A similar theory might apply to social networks. Facebook, Twitter, YouTube, Instagram and Snapchat all had plenty of issues in their early years, but they were by and large cleaner, with fewer types of exploitation and malicious behavior. Today, the enormous size and influence of these platforms have made them irresistible honey pots for bad actors, and many of our “social graphs” — Facebook’s term for the webs of digital connections we create — are clogged with years’ worth of clutter.
In a blog post last year, the venture capitalist Hunter Walk proposed an interesting idea: a legally mandated “start over” button that, when pressed, would allow users of social networks to delete all their data, clear out their feeds and friend lists, and begin with a fresh account.

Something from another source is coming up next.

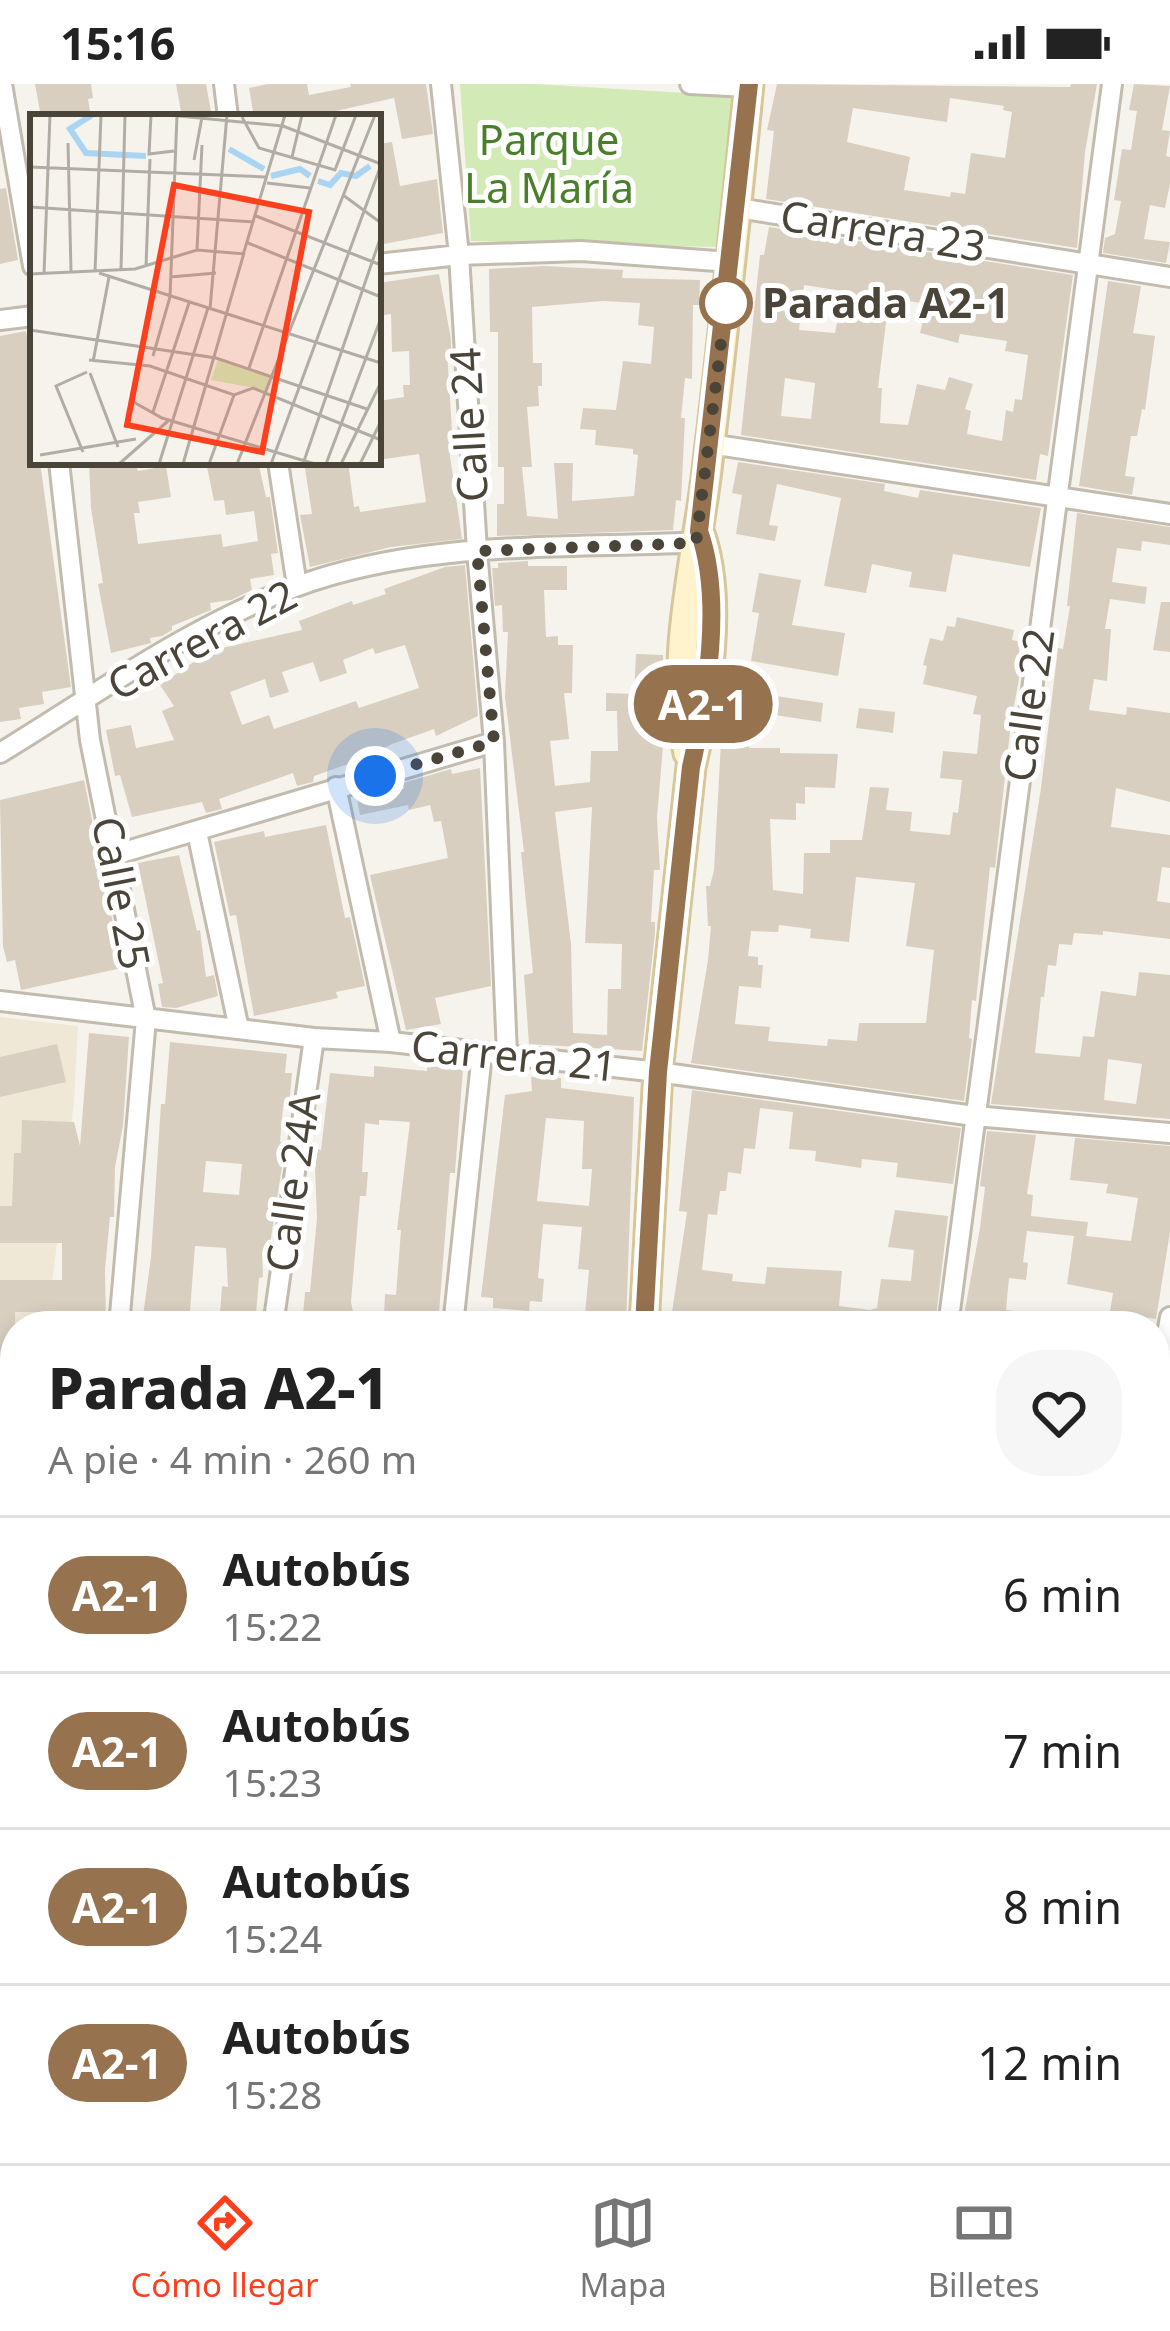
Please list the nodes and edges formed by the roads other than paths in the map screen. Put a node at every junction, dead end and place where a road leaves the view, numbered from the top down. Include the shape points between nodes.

I’d go even further, and suggest that social networks give their users an automatic “self-cleaning” option, which would regularly clear their profiles of apps they no longer used, friendships and followers they no longer interacted with, and data they no longer needed to store. If these tools were enabled, users would need to take affirmative action if they didn’t want their information to disappear after a certain number of months or years.
Making social graphs temporary, rather than preserving them forever by default, would undoubtedly be bad for most social networks’ business models. But it could create new and healthy norms around privacy and data hygiene, and it would keep problems from piling up as networks get older and more crowded. It might even recapture some of the magic of the original social networks, when things were fresh and fascinating, and not quite so scary.
Correction: March 29, 2018
An earlier version of this article misstated the number of registered users on Mastodon. It is more than a million, not more than 140,000.